> [What this task involves] Every line of the records that holds the word "Essex" should be copied out.

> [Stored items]
==========
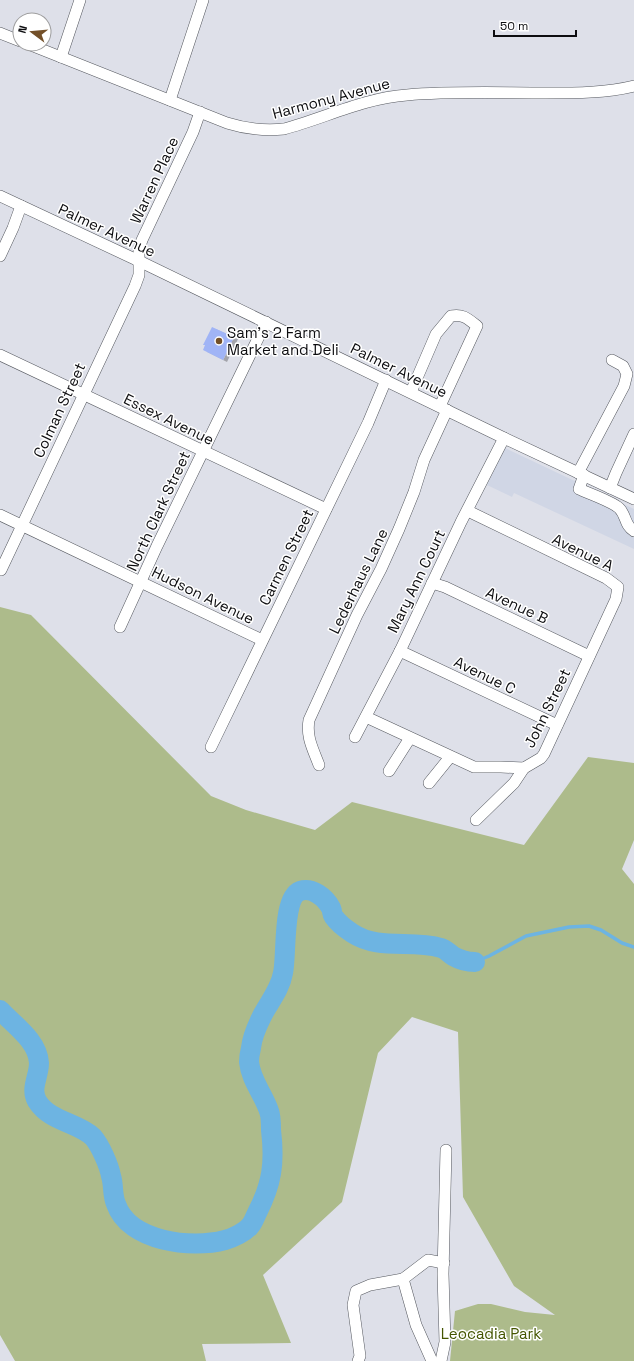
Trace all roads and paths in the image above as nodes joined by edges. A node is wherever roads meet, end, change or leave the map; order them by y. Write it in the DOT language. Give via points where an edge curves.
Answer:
graph roads {
  1 [pos="80,0"];
  2 [pos="203,0"];
  3 [pos="0,33"];
  4 [pos="12,38"];
  5 [pos="48,52"];
  6 [pos="61,57"];
  7 [pos="634,86"];
  8 [pos="170,100"];
  9 [pos="200,112"];
  10 [pos="0,196"];
  11 [pos="21,206"];
  12 [pos="0,256"];
  13 [pos="139,261"];
  14 [pos="266,322"];
  15 [pos="0,355"];
  16 [pos="612,360"];
  17 [pos="386,380"];
  18 [pos="411,392"];
  19 [pos="83,394"];
  20 [pos="444,408"];
  21 [pos="634,434"];
  22 [pos="504,438"];
  23 [pos="202,451"];
  24 [pos="581,474"];
  25 [pos="610,488"];
  26 [pos="623,493"];
  27 [pos="634,499"];
  28 [pos="617,507"];
  29 [pos="326,509"];
  30 [pos="468,511"];
  31 [pos="0,515"];
  32 [pos="22,525"];
  33 [pos="634,531"];
  34 [pos="0,570"];
  35 [pos="141,582"];
  36 [pos="432,583"];
  37 [pos="120,627"];
  38 [pos="262,640"];
  39 [pos="400,651"];
  40 [pos="589,656"];
  41 [pos="366,716"];
  42 [pos="557,725"];
  43 [pos="355,737"];
  44 [pos="410,738"];
  45 [pos="211,747"];
  46 [pos="450,757"];
  47 [pos="319,764"];
  48 [pos="524,768"];
  49 [pos="389,771"];
  50 [pos="429,783"];
  51 [pos="476,820"];
  52 [pos="446,1150"];
  53 [pos="444,1269"];
  54 [pos="403,1279"];
  55 [pos="358,1361"];
  56 [pos="432,1361"];
  57 [pos="441,1361"];
  1 -- 6 [label="street"];
  2 -- 8 [label="street"];
  3 -- 4 [label="street"];
  5 -- 6 [label="street, Harmony Avenue"];
  6 -- 8 [label="street, Harmony Avenue"];
  7 -- 9 [label="street, Harmony Avenue" via="580,92 405,95 368,102 295,126 271,130 241,127"];
  8 -- 9 [label="street, Harmony Avenue"];
  9 -- 13 [label="street, Warren Place" via="142,240"];
  10 -- 11 [label="street, Palmer Avenue"];
  11 -- 12 [label="street"];
  11 -- 13 [label="street, Palmer Avenue"];
  13 -- 14 [label="street, Palmer Avenue"];
  13 -- 19 [label="street, Colman Street" via="139,274 135,286"];
  14 -- 17 [label="street, Palmer Avenue"];
  14 -- 23 [label="street, North Clark Street"];
  15 -- 19 [label="street, Essex Avenue"];
  16 -- 24 [label="street" via="623,366 628,374"];
  17 -- 18 [label="street, Palmer Avenue"];
  17 -- 29 [label="street, Carmen Street"];
  18 -- 20 [label="street, Palmer Avenue"];
  18 -- 20 [label="street, Lederhaus Lane" via="436,334 450,316 460,314 477,326"];
  19 -- 23 [label="street, Essex Avenue"];
  19 -- 32 [label="street, Colman Street"];
  20 -- 22 [label="street, Palmer Avenue"];
  20 -- 47 [label="street, Lederhaus Lane" via="396,536 309,720 308,739"];
  21 -- 25 [label="street"];
  22 -- 24 [label="street, Palmer Avenue"];
  22 -- 30 [label="street, Mary Ann Court"];
  23 -- 29 [label="street, Essex Avenue"];
  23 -- 35 [label="street, North Clark Street"];
  24 -- 25 [label="street, Palmer Avenue"];
  24 -- 28 [label="street" via="579,489"];
  25 -- 26 [label="street, Palmer Avenue"];
  26 -- 27 [label="street, Palmer Avenue"];
  26 -- 28 [label="street"];
  28 -- 33 [label="street" via="623,513 628,527"];
  29 -- 38 [label="street, Carmen Street"];
  30 -- 36 [label="street, Mary Ann Court"];
  30 -- 40 [label="street, Avenue A" via="606,578 618,587 616,599"];
  31 -- 32 [label="street, Hudson Avenue"];
  32 -- 34 [label="street, Colman Street"];
  32 -- 35 [label="street, Hudson Avenue"];
  35 -- 37 [label="street, North Clark Street"];
  35 -- 38 [label="street, Hudson Avenue"];
  36 -- 39 [label="street, Mary Ann Court"];
  36 -- 40 [label="street, Avenue B"];
  38 -- 45 [label="street, Carmen Street"];
  39 -- 41 [label="street, Mary Ann Court"];
  39 -- 42 [label="street, Avenue C"];
  40 -- 42 [label="street, John Street"];
  41 -- 43 [label="street, Mary Ann Court"];
  41 -- 44 [label="street"];
  42 -- 48 [label="street, John Street" via="541,758"];
  44 -- 46 [label="street"];
  44 -- 49 [label="street"];
  46 -- 48 [label="street" via="474,767"];
  46 -- 50 [label="street"];
  48 -- 51 [label="street, John Street" via="514,783"];
  52 -- 53 [label="street"];
  53 -- 54 [label="street" via="428,1260"];
  53 -- 57 [label="street" via="444,1342"];
  54 -- 55 [label="street" via="370,1285 356,1291 352,1305 360,1356"];
  54 -- 56 [label="street" via="416,1325"];
}
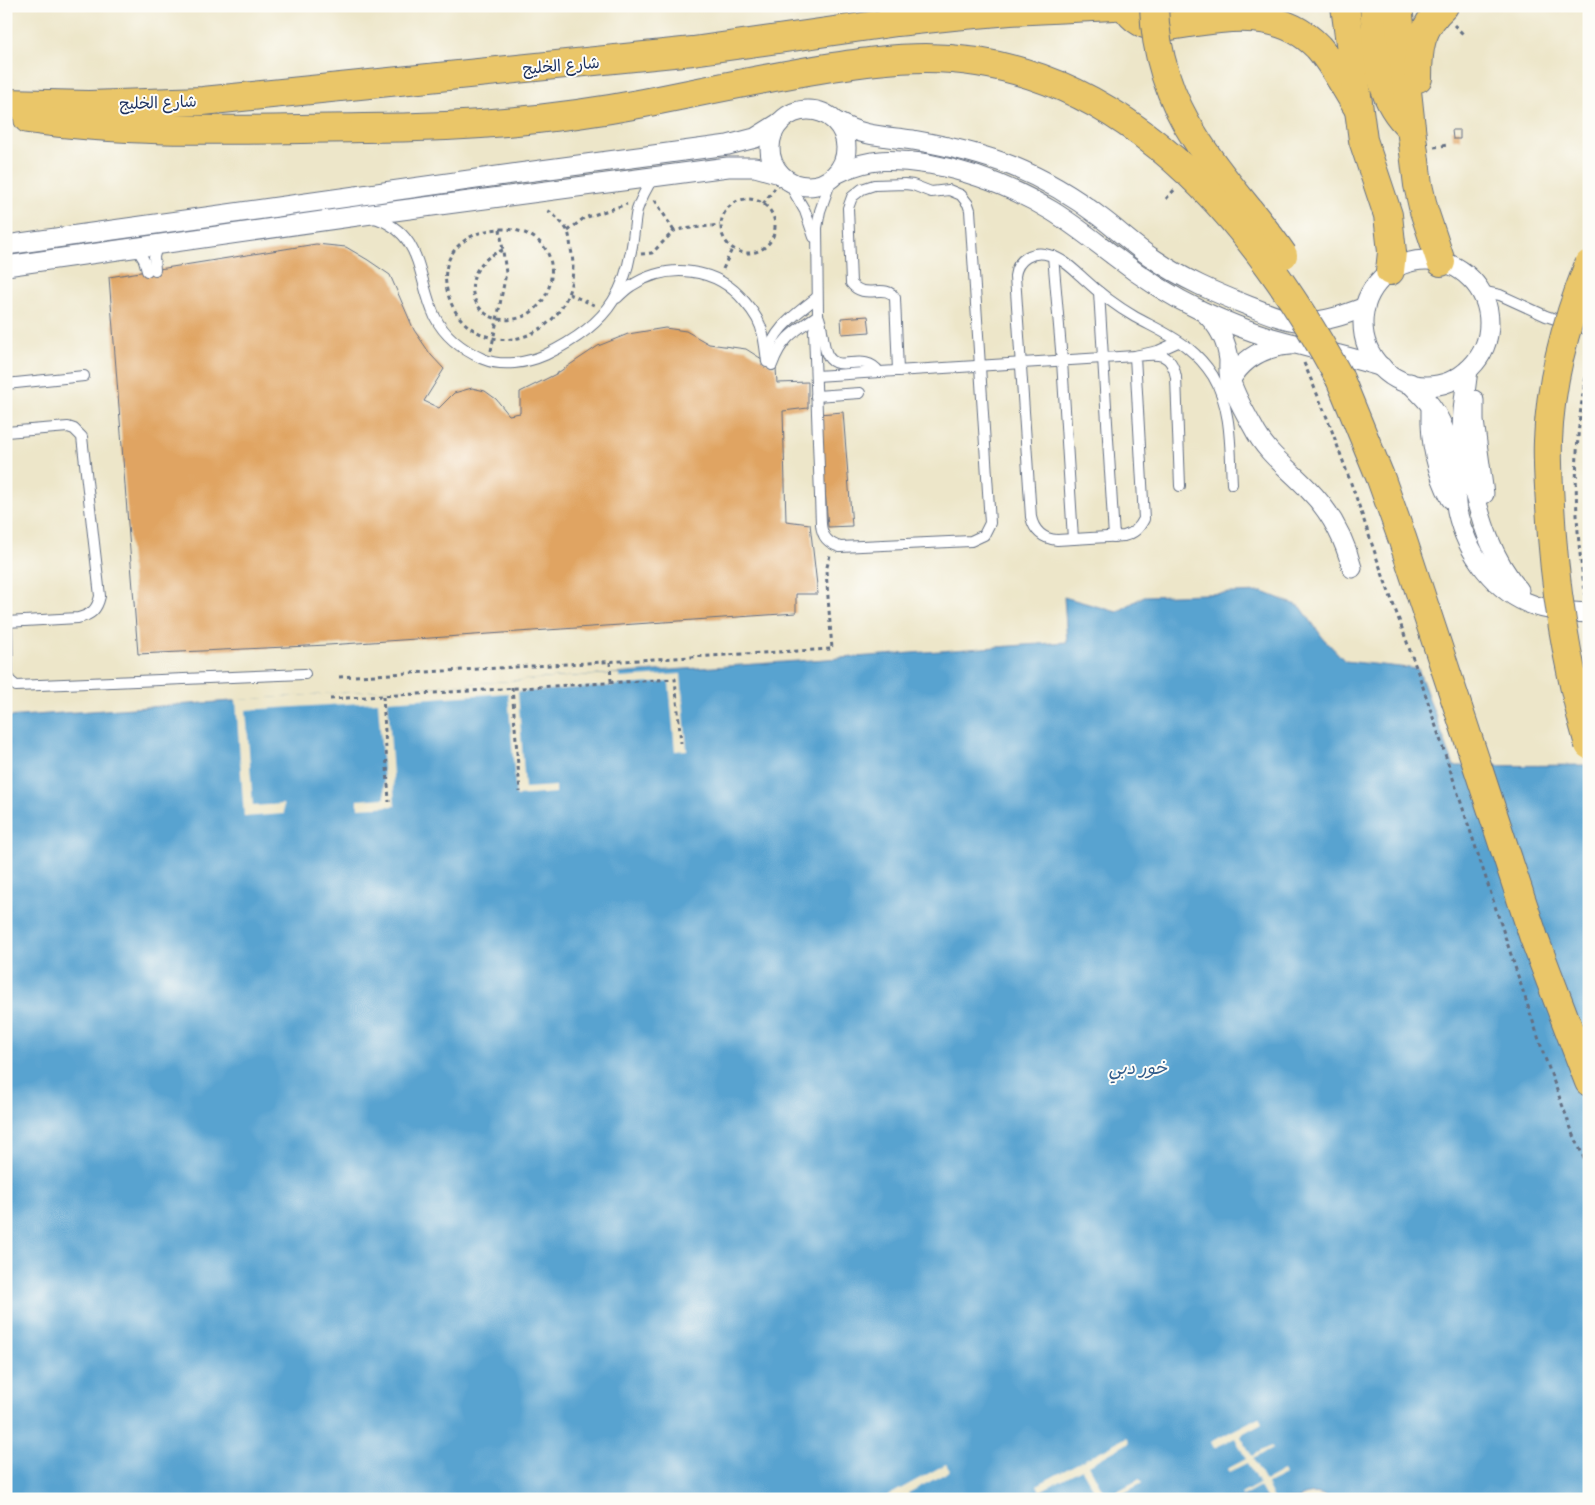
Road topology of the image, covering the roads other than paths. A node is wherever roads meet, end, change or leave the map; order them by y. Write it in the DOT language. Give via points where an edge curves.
graph roads {
  1 [pos="1114,6"];
  2 [pos="1125,6"];
  3 [pos="1154,6"];
  4 [pos="1345,6"];
  5 [pos="1374,6"];
  6 [pos="1398,6"];
  7 [pos="1444,6"];
  8 [pos="6,85"];
  9 [pos="331,88"];
  10 [pos="6,103"];
  11 [pos="1358,108"];
  12 [pos="6,116"];
  13 [pos="836,122"];
  14 [pos="779,124"];
  15 [pos="1411,128"];
  16 [pos="834,176"];
  17 [pos="784,177"];
  18 [pos="650,182"];
  19 [pos="364,215"];
  20 [pos="6,245"];
  21 [pos="156,245"];
  22 [pos="816,245"];
  23 [pos="136,247"];
  24 [pos="1054,256"];
  25 [pos="1441,262"];
  26 [pos="1589,264"];
  27 [pos="6,266"];
  28 [pos="1390,271"];
  29 [pos="1480,291"];
  30 [pos="1099,292"];
  31 [pos="818,297"];
  32 [pos="614,301"];
  33 [pos="1365,307"];
  34 [pos="1202,311"];
  35 [pos="818,315"];
  36 [pos="1589,330"];
  37 [pos="1178,342"];
  38 [pos="1303,351"];
  39 [pos="1134,356"];
  40 [pos="1102,358"];
  41 [pos="1062,360"];
  42 [pos="1022,363"];
  43 [pos="769,364"];
  44 [pos="1472,365"];
  45 [pos="980,366"];
  46 [pos="1382,367"];
  47 [pos="898,371"];
  48 [pos="879,372"];
  49 [pos="84,376"];
  50 [pos="816,376"];
  51 [pos="1340,379"];
  52 [pos="1230,381"];
  53 [pos="6,384"];
  54 [pos="1410,384"];
  55 [pos="860,393"];
  56 [pos="816,396"];
  57 [pos="6,432"];
  58 [pos="1232,484"];
  59 [pos="1180,486"];
  60 [pos="1114,537"];
  61 [pos="1073,539"];
  62 [pos="1352,568"];
  63 [pos="1536,606"];
  64 [pos="1589,613"];
  65 [pos="6,622"];
  66 [pos="305,674"];
  67 [pos="1589,745"];
  68 [pos="1589,1082"];
  1 -- 9 [label="main road, شارع الخليج" via="953,16 694,51"];
  2 -- 11 [label="main road" via="1138,21 1154,27 1246,17 1270,20 1292,28 1318,47"];
  3 -- 51 [label="main road, bridge" via="1161,59 1175,101 1209,158 1271,237 1303,289"];
  4 -- 11 [label="main road"];
  5 -- 15 [label="main road" via="1385,92 1396,112"];
  6 -- 15 [label="main road"];
  7 -- 15 [label="main road" via="1431,21 1419,46 1419,107"];
  8 -- 9 [label="main road" via="89,87 258,83"];
  9 -- 10 [label="main road, شارع الخليج" via="146,104"];
  11 -- 28 [label="main road" via="1366,153 1388,215"];
  12 -- 51 [label="main road, bridge" via="135,129 469,126 565,116 808,71 899,59 956,60 1012,69 1040,77 1092,100 1163,149 1207,192 1252,244 1300,309"];
  13 -- 14 [label="street" via="821,112 803,110 786,117"];
  13 -- 16 [label="street" via="847,148 846,157"];
  13 -- 33 [label="street" via="868,135 944,145 978,154 1043,180 1102,218 1152,259 1230,299 1257,309 1306,322 1327,320"];
  14 -- 17 [label="street" via="770,149 771,158"];
  14 -- 20 [label="street" via="756,138 735,144"];
  15 -- 25 [label="main road" via="1422,202"];
  16 -- 17 [label="street" via="814,186 805,186"];
  16 -- 22 [label="lane" via="820,211"];
  16 -- 34 [label="street" via="854,165 889,159 946,167 983,178 1052,211 1141,276"];
  17 -- 18 [label="street" via="742,166"];
  17 -- 22 [label="lane" via="804,211"];
  18 -- 19 [label="street" via="519,194"];
  18 -- 32 [label="lane" via="641,199 631,251"];
  19 -- 21 [label="street"];
  19 -- 32 [label="lane" via="380,220 407,240 422,271 436,319 450,338 467,352 488,361 511,364 534,360 558,349 600,318"];
  21 -- 23 [label="street"];
  21 -- 23 [label="lane" via="151,270"];
  22 -- 31 [label="lane"];
  23 -- 27 [label="street"];
  24 -- 30 [label="lane"];
  24 -- 41 [label="lane"];
  24 -- 42 [label="lane" via="1032,255 1022,260 1016,270"];
  25 -- 28 [label="street" via="1409,262"];
  25 -- 29 [label="street" via="1460,270"];
  26 -- 67 [label="main road, bridge" via="1563,346 1548,439 1556,588 1572,679"];
  28 -- 33 [label="street" via="1375,287"];
  29 -- 36 [label="lane"];
  29 -- 44 [label="street" via="1487,308 1489,327 1483,350"];
  30 -- 37 [label="lane"];
  30 -- 40 [label="lane"];
  31 -- 35 [label="lane"];
  31 -- 43 [label="lane" via="773,338"];
  32 -- 43 [label="lane" via="644,279 674,271 697,272 719,279 738,293 754,312 763,334"];
  33 -- 46 [label="street" via="1366,339"];
  34 -- 38 [label="street"];
  34 -- 52 [label="street" via="1212,320 1224,342"];
  35 -- 43 [label="lane" via="787,337"];
  35 -- 48 [label="lane" via="824,330 826,350 832,361 867,362"];
  35 -- 50 [label="lane" via="814,330"];
  37 -- 39 [label="lane" via="1158,351"];
  37 -- 58 [label="lane" via="1204,364 1222,393 1228,418"];
  38 -- 46 [label="street" via="1353,358"];
  38 -- 52 [label="street" via="1274,347 1260,352 1237,369"];
  39 -- 40 [label="lane"];
  39 -- 59 [label="lane" via="1162,355 1174,368"];
  39 -- 60 [label="lane" via="1144,519 1133,534"];
  40 -- 41 [label="lane"];
  40 -- 60 [label="lane"];
  41 -- 42 [label="lane"];
  41 -- 61 [label="lane"];
  42 -- 45 [label="lane"];
  42 -- 61 [label="lane" via="1032,522 1046,538"];
  44 -- 54 [label="street" via="1446,382 1422,386"];
  44 -- 63 [label="street" via="1461,419 1462,446 1490,545 1502,568"];
  45 -- 47 [label="lane"];
  45 -- 47 [label="lane" via="968,204 961,195 949,190 931,192 913,185 874,185 856,192 849,202 850,279 857,290 887,291 895,298"];
  45 -- 56 [label="lane" via="990,517 988,530 978,539 840,548 826,540 821,524"];
  46 -- 54 [label="street"];
  47 -- 48 [label="lane"];
  48 -- 50 [label="lane"];
  49 -- 53 [label="lane"];
  50 -- 56 [label="lane"];
  51 -- 68 [label="main road" via="1402,538 1534,938"];
  52 -- 62 [label="street" via="1254,429 1271,454 1332,517"];
  54 -- 63 [label="street" via="1431,406 1450,447 1456,508 1473,553 1506,590"];
  55 -- 56 [label="lane"];
  57 -- 65 [label="lane" via="68,427 82,437 100,596 97,607 89,616"];
  60 -- 61 [label="lane"];
  63 -- 64 [label="street"];
  65 -- 66 [label="lane" via="8,675 16,686"];
}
==========
> [Response box]
  15 -- 19 [label="street, Essex Avenue"];
  19 -- 23 [label="street, Essex Avenue"];
  23 -- 29 [label="street, Essex Avenue"];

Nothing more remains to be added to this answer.